= PROVIDED RECORDS =
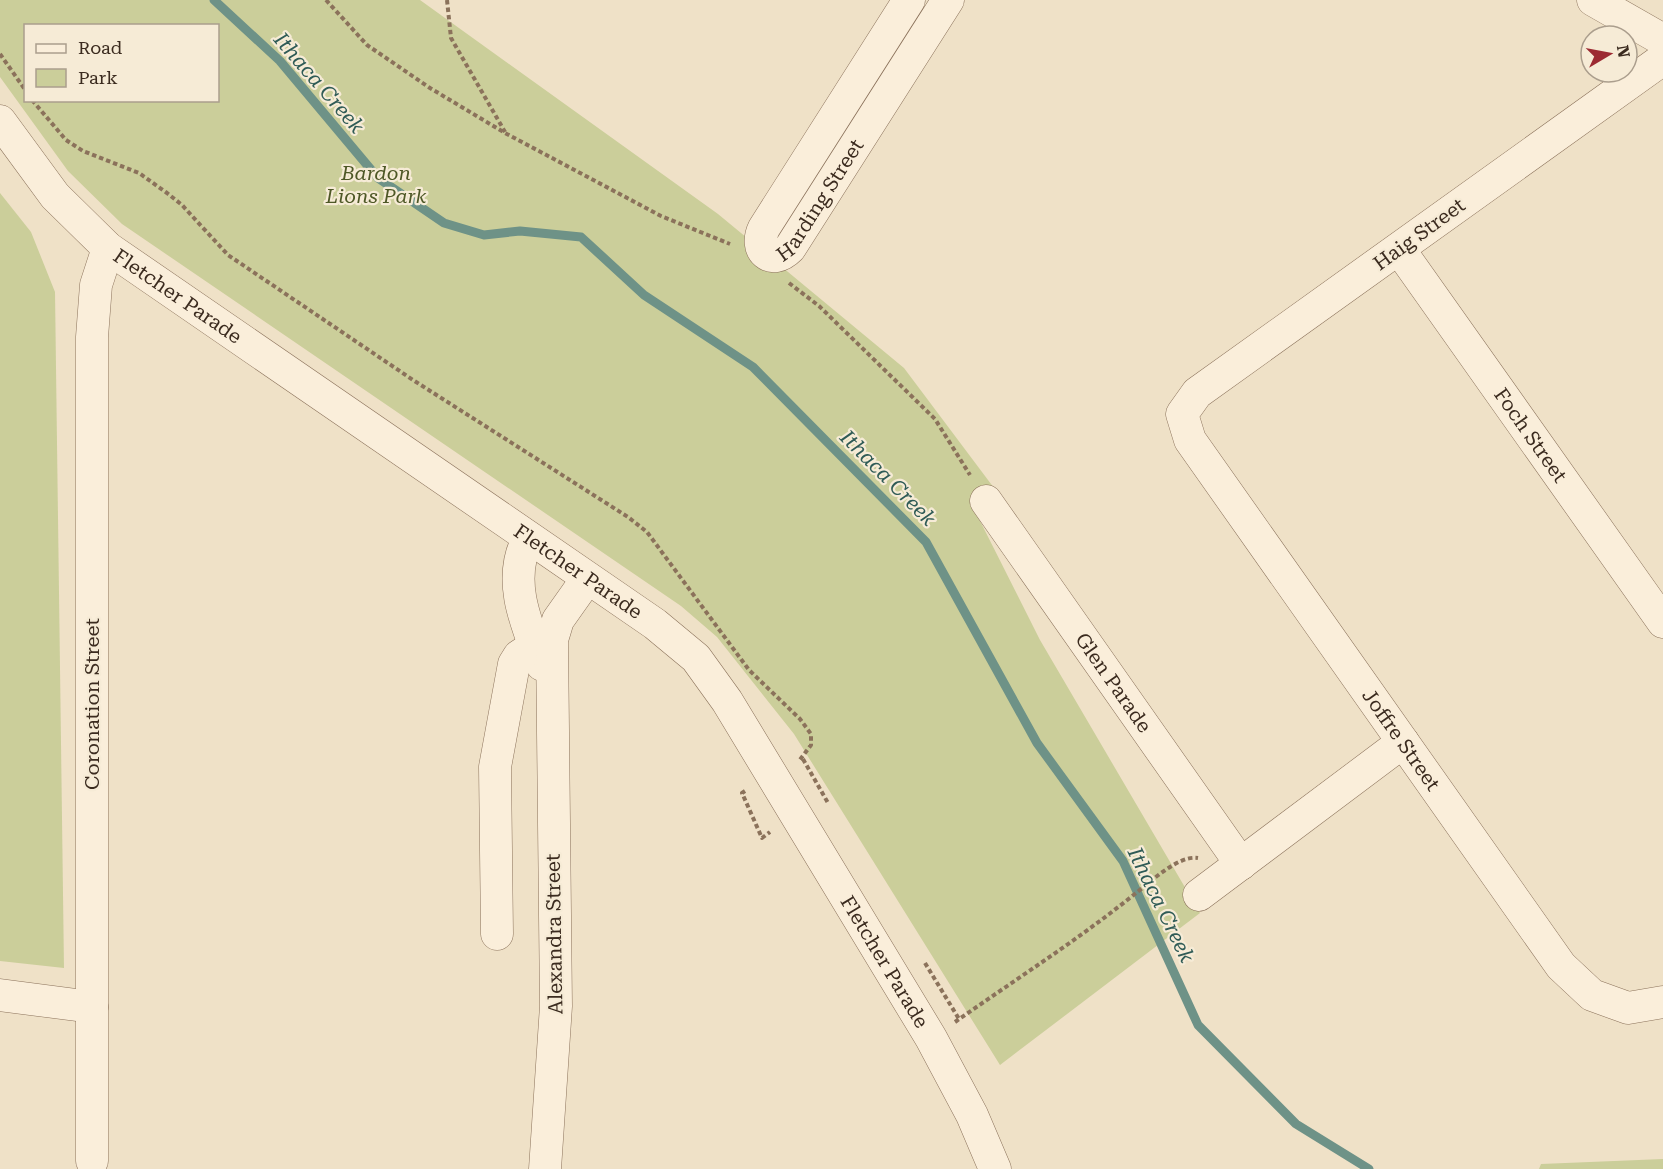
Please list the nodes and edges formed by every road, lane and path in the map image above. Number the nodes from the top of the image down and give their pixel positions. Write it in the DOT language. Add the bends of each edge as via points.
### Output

==

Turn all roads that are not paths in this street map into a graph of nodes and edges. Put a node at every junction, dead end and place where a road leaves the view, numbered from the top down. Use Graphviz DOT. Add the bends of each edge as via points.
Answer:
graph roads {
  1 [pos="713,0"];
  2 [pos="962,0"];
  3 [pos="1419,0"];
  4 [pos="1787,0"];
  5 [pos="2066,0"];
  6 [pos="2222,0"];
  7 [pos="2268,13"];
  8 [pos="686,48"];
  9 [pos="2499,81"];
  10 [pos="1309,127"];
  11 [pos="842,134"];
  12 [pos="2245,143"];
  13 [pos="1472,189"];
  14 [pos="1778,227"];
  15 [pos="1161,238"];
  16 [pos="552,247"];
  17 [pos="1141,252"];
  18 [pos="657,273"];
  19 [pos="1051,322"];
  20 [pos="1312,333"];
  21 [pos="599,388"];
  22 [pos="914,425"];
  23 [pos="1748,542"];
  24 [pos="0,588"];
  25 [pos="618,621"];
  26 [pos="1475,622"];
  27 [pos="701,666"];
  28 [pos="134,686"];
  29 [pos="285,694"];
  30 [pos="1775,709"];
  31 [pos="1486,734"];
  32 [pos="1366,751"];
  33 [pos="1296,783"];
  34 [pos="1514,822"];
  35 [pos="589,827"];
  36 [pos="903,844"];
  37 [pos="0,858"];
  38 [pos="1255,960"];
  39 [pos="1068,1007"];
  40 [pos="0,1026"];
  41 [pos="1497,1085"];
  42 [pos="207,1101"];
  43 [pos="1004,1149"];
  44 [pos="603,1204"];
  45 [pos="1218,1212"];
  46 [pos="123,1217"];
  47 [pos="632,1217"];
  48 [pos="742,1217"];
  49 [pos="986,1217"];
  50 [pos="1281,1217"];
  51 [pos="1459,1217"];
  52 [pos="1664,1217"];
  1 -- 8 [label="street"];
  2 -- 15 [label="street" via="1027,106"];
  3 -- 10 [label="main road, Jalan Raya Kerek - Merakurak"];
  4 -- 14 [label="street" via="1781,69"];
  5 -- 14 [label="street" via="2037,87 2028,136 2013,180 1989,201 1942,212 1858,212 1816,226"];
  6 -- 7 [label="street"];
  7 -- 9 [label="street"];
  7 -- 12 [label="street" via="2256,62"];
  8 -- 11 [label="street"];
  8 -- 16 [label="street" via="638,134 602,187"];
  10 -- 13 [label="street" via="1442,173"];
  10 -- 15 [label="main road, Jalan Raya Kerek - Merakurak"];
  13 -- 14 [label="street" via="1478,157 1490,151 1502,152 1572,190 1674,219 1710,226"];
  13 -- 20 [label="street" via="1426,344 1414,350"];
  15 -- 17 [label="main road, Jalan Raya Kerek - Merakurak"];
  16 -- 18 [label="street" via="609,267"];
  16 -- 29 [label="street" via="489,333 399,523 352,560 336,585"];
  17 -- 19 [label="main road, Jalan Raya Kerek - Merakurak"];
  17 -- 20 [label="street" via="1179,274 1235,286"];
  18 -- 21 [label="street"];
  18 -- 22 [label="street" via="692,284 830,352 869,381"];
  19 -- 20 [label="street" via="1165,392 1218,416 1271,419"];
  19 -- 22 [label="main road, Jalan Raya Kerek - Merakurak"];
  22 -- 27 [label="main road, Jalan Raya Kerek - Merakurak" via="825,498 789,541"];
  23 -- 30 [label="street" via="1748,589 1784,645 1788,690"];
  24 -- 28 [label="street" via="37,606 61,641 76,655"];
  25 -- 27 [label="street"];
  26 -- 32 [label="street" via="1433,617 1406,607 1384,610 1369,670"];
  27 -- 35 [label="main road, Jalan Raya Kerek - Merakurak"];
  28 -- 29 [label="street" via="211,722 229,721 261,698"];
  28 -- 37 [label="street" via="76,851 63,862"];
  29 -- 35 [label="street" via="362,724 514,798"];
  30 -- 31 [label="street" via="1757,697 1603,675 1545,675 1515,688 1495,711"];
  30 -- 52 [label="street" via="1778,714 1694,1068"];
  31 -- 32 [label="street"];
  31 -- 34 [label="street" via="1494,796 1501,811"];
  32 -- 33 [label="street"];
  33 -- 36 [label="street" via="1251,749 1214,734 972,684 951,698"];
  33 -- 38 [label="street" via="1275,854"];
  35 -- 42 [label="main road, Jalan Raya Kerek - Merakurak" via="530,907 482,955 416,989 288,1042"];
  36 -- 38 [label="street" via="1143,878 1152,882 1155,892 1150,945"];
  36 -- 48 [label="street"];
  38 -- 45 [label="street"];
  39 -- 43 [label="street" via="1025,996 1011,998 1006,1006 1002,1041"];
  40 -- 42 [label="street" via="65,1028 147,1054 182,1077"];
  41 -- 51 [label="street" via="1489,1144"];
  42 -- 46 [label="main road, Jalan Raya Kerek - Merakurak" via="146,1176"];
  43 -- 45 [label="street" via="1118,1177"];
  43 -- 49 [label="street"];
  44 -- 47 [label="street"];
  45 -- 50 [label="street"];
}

= WHAT IS REQUIRED =
Wherever the string "nodes" occurs in the entries, copy that whole line.

= ANSWER =
Please list the nodes and edges formed by every road, lane and path in the map image above. Number the nodes from the top of the image down and give their pixel positions. Write it in the DOT language. Add the bends of each edge as via points.
Turn all roads that are not paths in this street map into a graph of nodes and edges. Put a node at every junction, dead end and place where a road leaves the view, numbered from the top down. Use Graphviz DOT. Add the bends of each edge as via points.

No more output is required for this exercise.